(Items from a data source)
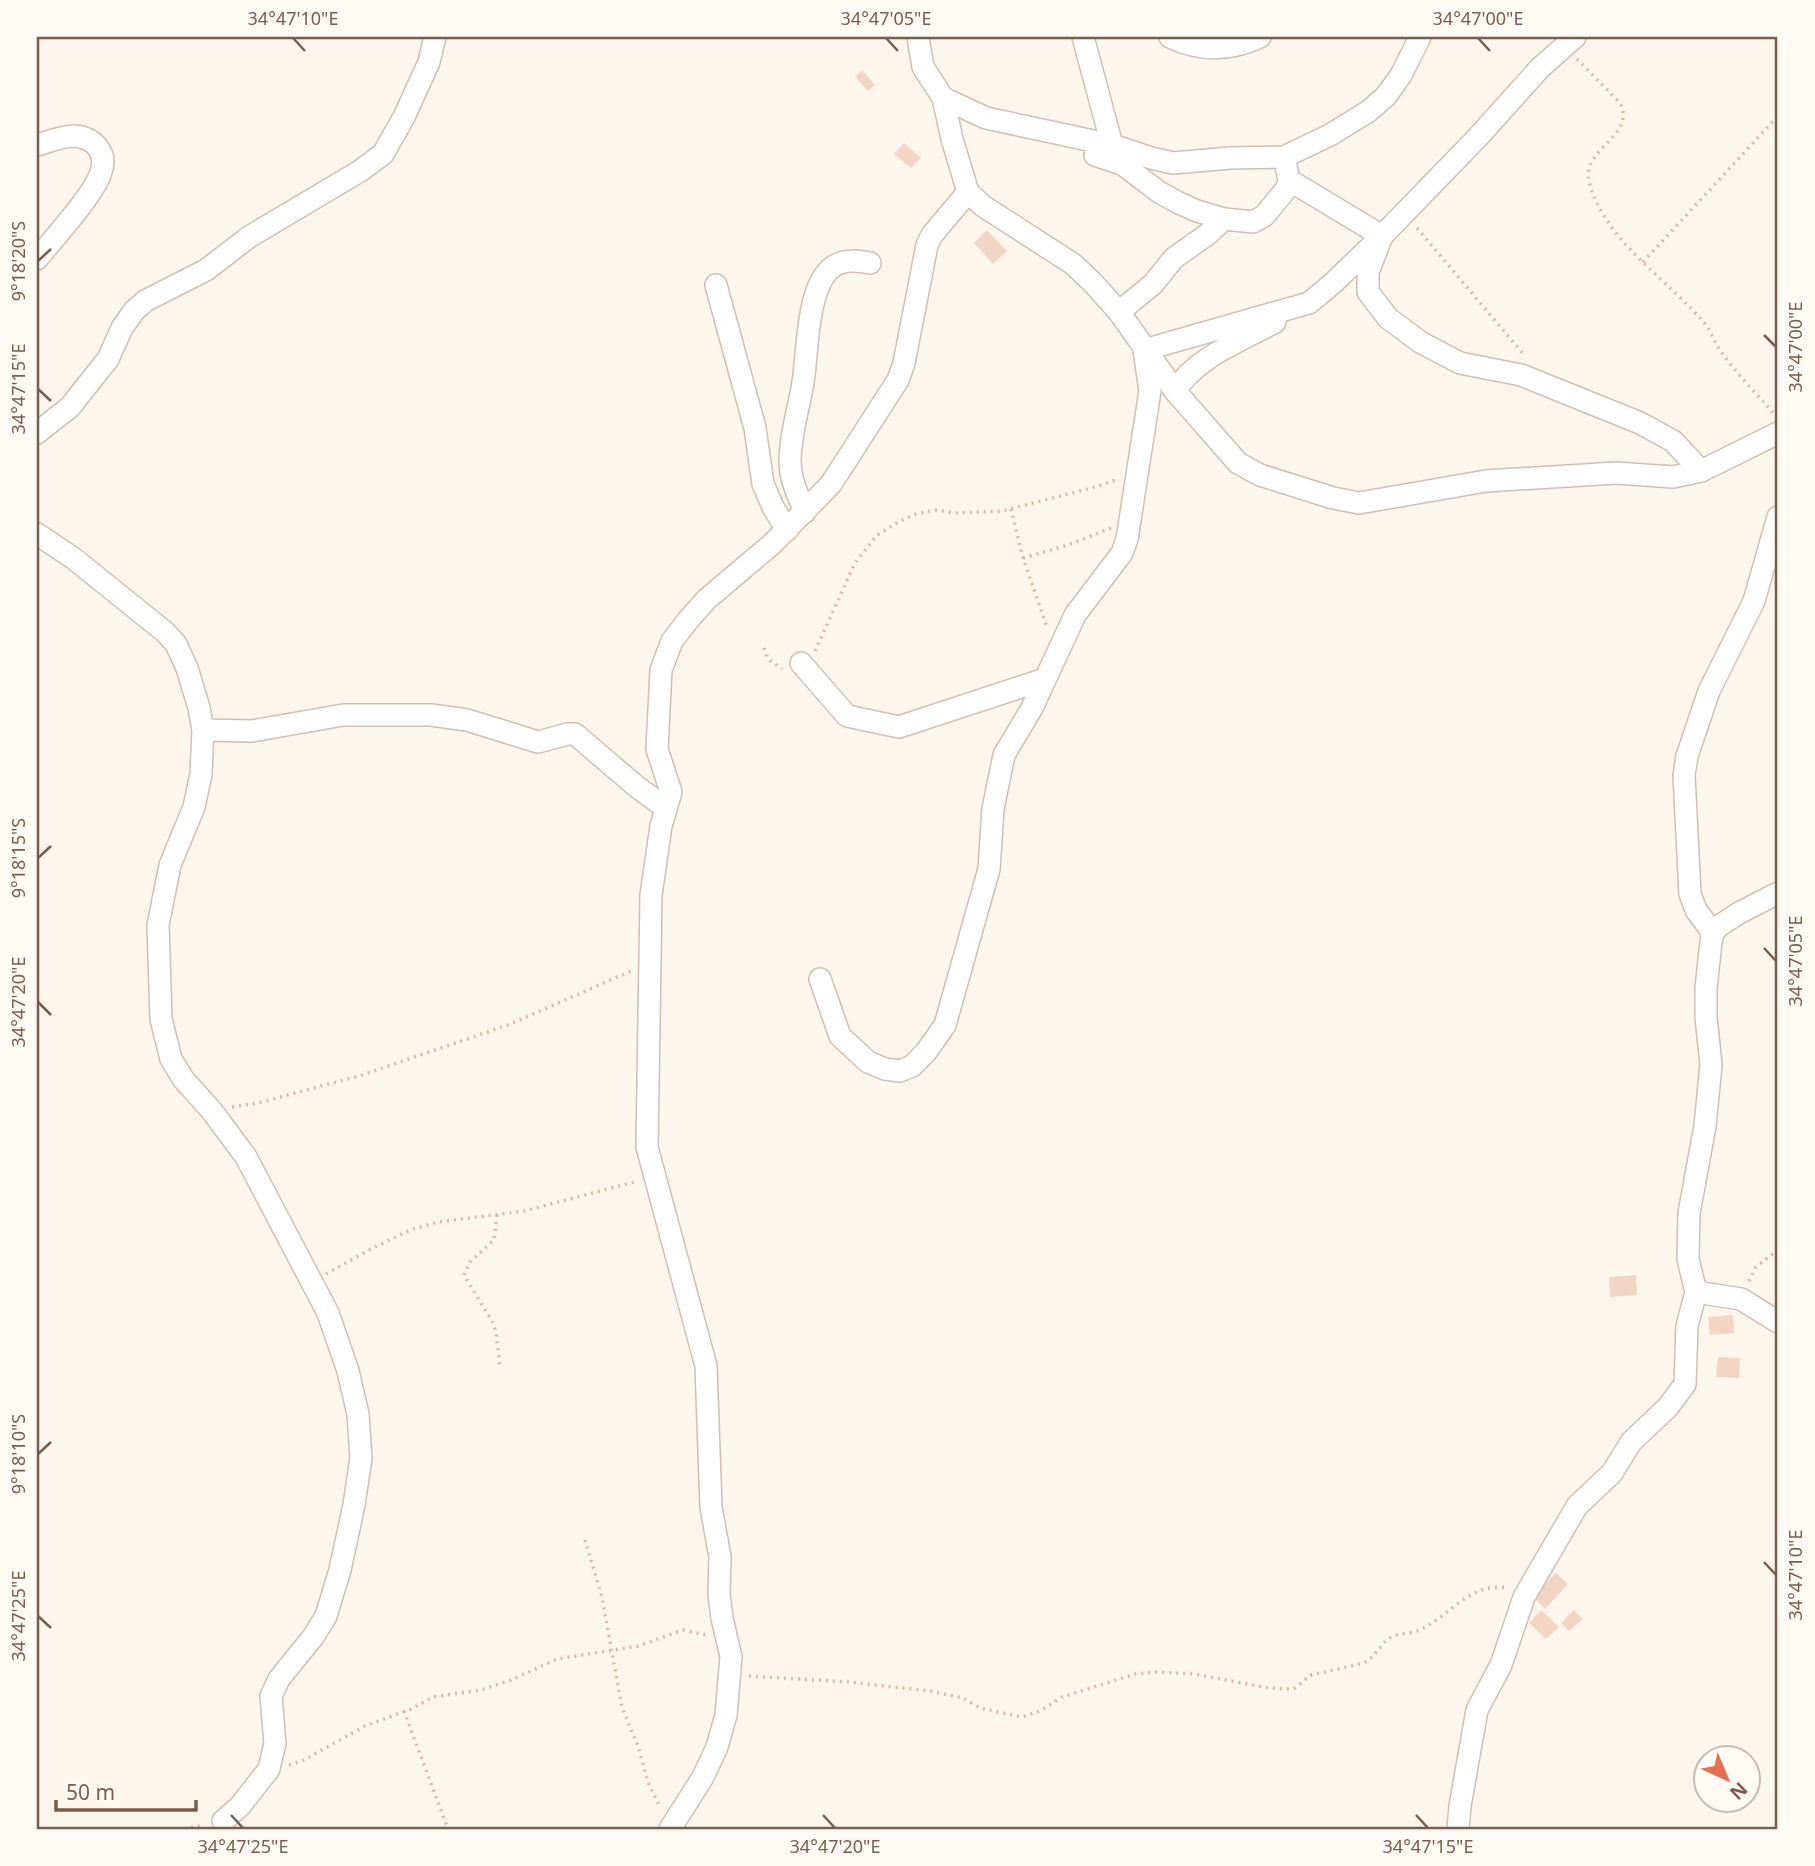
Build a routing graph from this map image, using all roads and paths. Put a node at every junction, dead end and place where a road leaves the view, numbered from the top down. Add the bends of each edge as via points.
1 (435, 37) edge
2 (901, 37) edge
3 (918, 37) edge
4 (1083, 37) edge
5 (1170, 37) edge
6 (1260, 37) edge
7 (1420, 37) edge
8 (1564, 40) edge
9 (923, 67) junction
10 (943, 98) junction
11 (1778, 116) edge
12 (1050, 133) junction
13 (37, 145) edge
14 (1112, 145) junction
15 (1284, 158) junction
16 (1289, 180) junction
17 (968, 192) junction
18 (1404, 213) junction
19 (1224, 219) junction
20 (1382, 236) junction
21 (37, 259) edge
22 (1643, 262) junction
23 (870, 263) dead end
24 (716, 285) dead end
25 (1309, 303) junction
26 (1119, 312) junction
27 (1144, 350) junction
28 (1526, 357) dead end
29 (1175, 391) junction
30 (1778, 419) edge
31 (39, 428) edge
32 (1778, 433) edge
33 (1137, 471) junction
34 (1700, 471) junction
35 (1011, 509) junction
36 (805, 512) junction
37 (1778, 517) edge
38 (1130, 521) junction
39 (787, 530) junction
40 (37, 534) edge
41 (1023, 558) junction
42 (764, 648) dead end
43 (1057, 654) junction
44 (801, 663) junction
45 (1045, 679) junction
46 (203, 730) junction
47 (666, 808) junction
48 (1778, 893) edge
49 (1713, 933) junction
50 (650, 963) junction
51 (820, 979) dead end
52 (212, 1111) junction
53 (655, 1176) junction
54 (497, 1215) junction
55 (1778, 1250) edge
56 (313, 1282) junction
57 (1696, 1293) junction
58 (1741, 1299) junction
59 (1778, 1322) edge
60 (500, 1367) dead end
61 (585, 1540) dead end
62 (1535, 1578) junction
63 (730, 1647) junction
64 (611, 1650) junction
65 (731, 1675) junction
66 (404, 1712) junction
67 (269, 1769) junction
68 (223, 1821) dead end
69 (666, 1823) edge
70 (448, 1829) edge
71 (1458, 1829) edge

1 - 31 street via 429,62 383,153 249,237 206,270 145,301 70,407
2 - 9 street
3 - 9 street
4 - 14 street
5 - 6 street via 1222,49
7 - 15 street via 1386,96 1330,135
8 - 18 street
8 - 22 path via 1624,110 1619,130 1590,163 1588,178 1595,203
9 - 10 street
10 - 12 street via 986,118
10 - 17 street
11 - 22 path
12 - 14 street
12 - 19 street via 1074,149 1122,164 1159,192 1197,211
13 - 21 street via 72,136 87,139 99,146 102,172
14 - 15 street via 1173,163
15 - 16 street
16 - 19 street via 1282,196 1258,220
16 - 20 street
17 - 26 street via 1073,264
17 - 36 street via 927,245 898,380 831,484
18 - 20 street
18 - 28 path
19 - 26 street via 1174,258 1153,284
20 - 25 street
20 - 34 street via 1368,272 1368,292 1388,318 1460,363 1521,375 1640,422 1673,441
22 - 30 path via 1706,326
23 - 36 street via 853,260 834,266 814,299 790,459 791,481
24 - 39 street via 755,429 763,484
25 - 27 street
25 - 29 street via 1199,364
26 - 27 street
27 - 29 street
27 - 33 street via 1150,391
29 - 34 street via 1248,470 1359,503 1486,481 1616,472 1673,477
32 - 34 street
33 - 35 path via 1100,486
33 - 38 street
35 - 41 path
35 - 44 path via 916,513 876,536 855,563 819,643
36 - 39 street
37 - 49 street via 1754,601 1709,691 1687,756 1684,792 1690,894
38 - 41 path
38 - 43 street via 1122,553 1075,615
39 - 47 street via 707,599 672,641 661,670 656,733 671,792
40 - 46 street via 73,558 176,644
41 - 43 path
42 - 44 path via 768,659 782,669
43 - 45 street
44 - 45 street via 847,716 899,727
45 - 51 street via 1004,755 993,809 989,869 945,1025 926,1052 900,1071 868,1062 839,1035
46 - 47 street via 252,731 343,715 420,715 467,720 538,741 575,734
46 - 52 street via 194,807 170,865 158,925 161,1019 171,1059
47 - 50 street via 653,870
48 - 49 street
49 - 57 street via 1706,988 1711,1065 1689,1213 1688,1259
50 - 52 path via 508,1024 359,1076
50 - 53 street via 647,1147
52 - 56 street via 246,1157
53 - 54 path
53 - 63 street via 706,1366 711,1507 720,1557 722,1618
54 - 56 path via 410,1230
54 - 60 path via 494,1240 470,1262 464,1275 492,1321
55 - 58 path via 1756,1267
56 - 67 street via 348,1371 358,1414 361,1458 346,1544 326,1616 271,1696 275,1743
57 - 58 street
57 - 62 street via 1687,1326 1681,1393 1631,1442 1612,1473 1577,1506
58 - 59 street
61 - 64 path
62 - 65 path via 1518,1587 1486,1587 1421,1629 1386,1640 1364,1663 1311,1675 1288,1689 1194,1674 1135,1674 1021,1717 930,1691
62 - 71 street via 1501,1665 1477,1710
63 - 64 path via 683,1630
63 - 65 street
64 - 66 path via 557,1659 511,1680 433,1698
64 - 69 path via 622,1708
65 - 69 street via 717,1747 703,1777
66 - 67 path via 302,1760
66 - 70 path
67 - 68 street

...

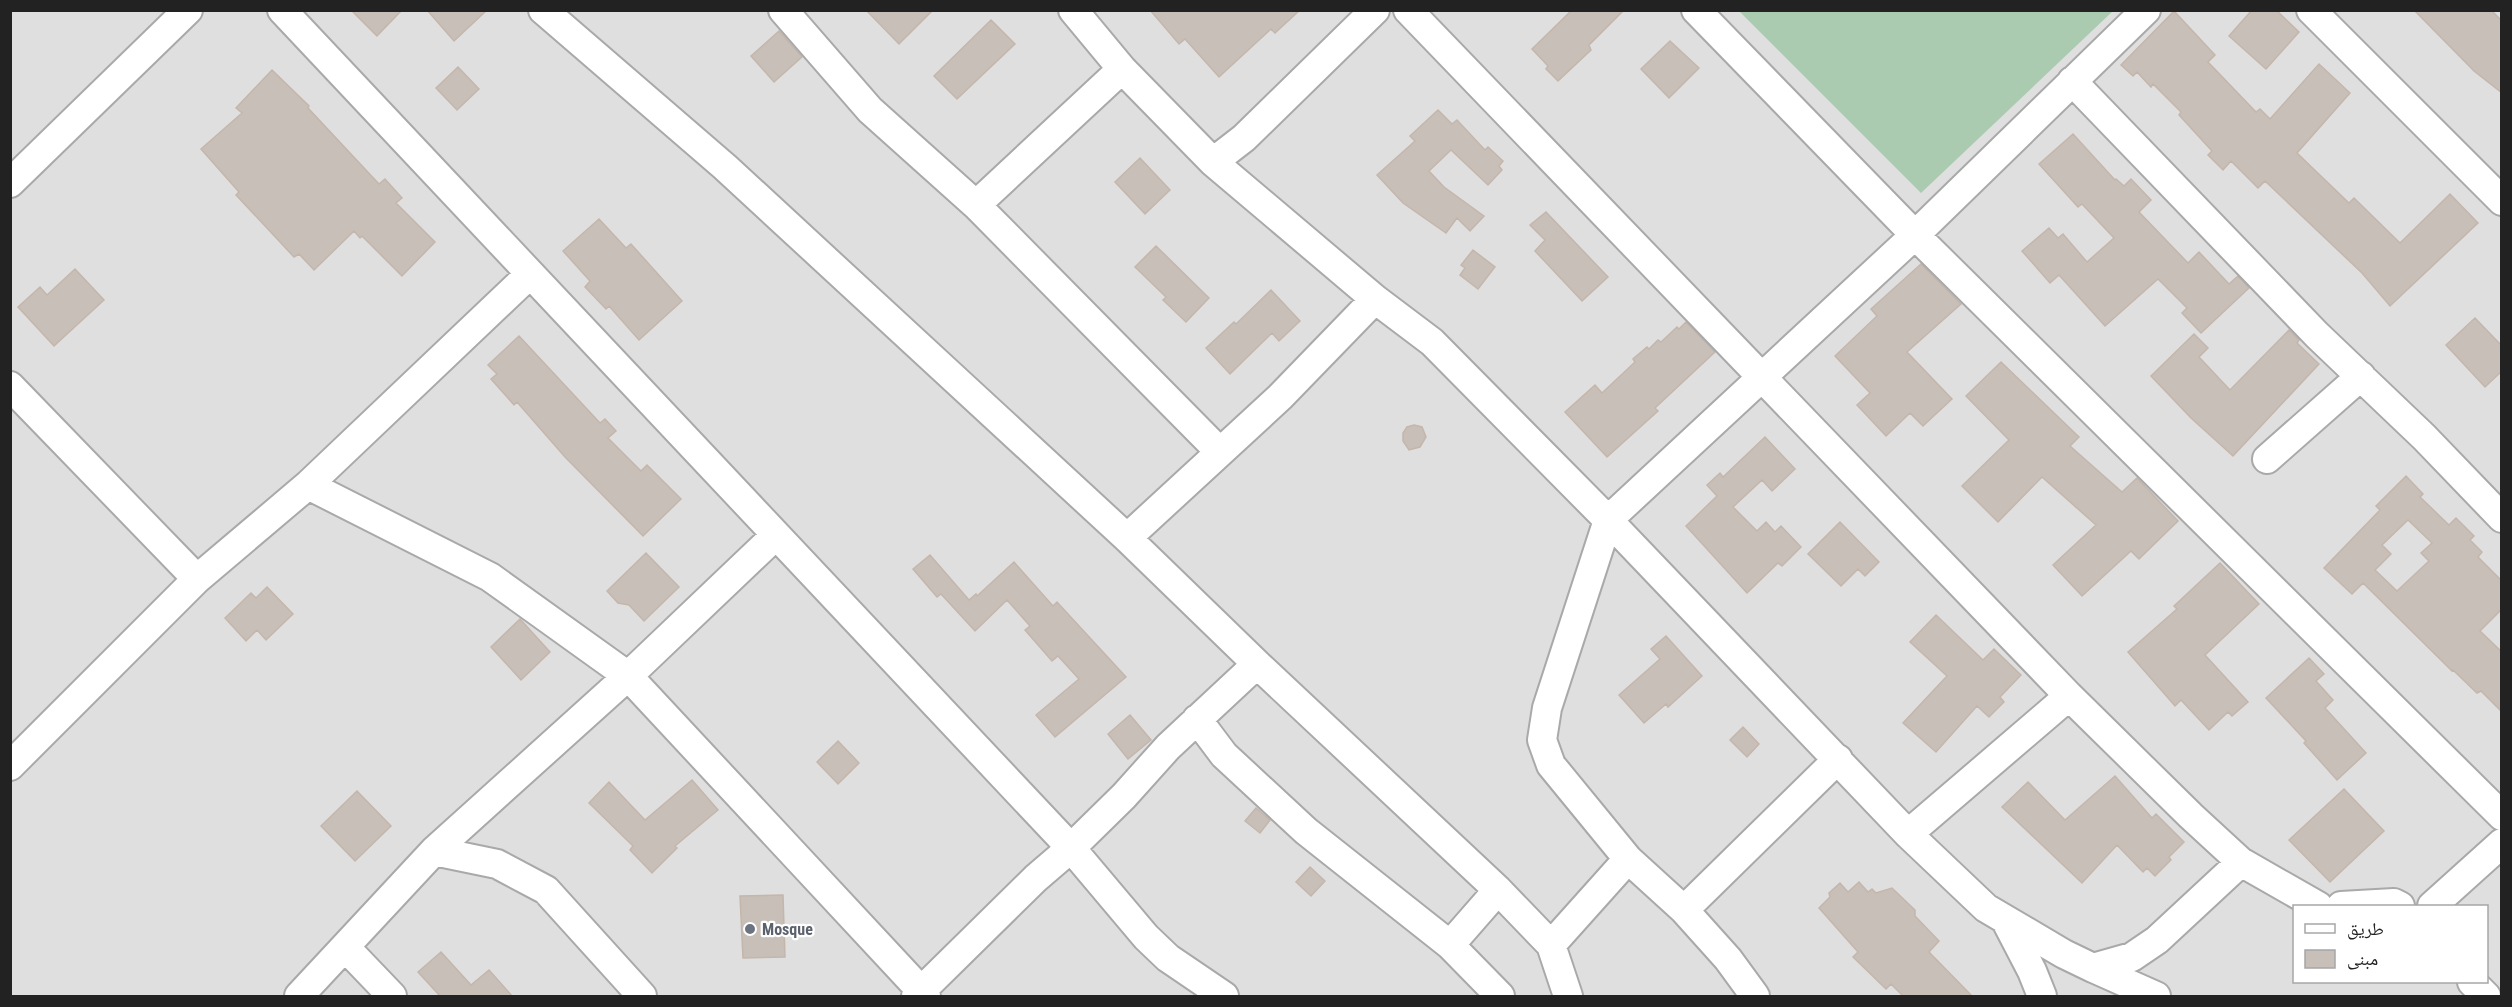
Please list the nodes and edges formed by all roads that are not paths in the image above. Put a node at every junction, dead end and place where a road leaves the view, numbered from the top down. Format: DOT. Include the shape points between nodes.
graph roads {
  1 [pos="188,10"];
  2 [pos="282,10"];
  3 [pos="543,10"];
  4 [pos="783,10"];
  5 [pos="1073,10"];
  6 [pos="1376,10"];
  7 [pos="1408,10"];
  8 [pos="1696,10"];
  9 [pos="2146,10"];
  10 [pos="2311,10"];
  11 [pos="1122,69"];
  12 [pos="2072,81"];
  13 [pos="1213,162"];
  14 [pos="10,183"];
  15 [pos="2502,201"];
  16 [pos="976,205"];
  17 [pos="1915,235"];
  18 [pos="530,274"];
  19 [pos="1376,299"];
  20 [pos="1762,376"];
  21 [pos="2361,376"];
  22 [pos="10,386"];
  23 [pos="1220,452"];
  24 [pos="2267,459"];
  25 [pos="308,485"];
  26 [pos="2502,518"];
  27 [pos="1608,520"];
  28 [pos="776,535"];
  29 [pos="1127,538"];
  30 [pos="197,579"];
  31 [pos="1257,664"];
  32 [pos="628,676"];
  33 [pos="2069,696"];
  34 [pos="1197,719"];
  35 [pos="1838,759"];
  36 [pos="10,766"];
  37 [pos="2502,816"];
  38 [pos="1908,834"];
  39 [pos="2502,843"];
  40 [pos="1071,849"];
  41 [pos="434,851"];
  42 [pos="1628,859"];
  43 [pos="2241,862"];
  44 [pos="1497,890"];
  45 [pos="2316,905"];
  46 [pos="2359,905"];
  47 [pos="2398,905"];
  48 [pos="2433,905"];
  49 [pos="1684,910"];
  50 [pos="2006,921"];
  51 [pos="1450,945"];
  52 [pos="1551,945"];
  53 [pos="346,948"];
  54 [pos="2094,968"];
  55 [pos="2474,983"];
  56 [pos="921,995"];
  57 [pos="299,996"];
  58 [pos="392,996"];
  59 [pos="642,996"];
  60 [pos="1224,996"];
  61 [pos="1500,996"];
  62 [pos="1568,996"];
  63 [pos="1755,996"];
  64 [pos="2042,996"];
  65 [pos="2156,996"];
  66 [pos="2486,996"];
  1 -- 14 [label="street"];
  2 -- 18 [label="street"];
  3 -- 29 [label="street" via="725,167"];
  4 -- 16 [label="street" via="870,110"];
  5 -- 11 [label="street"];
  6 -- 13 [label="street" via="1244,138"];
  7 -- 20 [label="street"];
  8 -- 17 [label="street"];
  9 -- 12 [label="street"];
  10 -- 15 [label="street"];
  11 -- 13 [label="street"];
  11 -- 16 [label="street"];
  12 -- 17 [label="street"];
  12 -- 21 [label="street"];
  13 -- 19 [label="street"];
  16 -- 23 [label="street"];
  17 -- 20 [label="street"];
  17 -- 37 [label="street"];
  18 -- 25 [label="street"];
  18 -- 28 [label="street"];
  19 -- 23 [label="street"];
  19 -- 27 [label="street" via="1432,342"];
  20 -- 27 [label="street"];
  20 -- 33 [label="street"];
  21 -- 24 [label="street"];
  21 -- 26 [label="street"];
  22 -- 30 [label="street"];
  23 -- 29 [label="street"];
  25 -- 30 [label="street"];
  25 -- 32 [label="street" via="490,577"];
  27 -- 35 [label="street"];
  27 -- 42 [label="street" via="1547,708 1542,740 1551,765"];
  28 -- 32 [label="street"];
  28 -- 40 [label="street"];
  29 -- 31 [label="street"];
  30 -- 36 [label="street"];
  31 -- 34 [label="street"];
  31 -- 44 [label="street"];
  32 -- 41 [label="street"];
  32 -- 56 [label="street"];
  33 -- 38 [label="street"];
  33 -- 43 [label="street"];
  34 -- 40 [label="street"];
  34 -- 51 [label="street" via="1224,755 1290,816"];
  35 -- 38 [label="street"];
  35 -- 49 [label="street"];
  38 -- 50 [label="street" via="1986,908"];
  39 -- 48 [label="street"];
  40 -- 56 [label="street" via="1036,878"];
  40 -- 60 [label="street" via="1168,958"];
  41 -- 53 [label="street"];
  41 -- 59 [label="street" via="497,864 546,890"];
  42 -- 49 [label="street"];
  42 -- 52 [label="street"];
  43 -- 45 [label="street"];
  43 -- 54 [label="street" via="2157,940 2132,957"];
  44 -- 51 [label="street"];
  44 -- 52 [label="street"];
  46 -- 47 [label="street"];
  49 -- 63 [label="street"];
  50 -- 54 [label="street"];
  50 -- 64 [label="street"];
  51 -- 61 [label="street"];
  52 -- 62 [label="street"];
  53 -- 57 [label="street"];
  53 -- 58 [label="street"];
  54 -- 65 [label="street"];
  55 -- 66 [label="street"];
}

= What needs to be done =
Copy from the entries only those lines that hold the word "place".

= Task output =
Build a routing graph from this map image, using all roads and paths. Put a node at every junction, dead end and place where a road leaves the view, numbered from the top down. Add the bends of each edge as via points.
Please list the nodes and edges formed by all roads that are not paths in the image above. Put a node at every junction, dead end and place where a road leaves the view, numbered from the top down. Format: DOT. Include the shape points between nodes.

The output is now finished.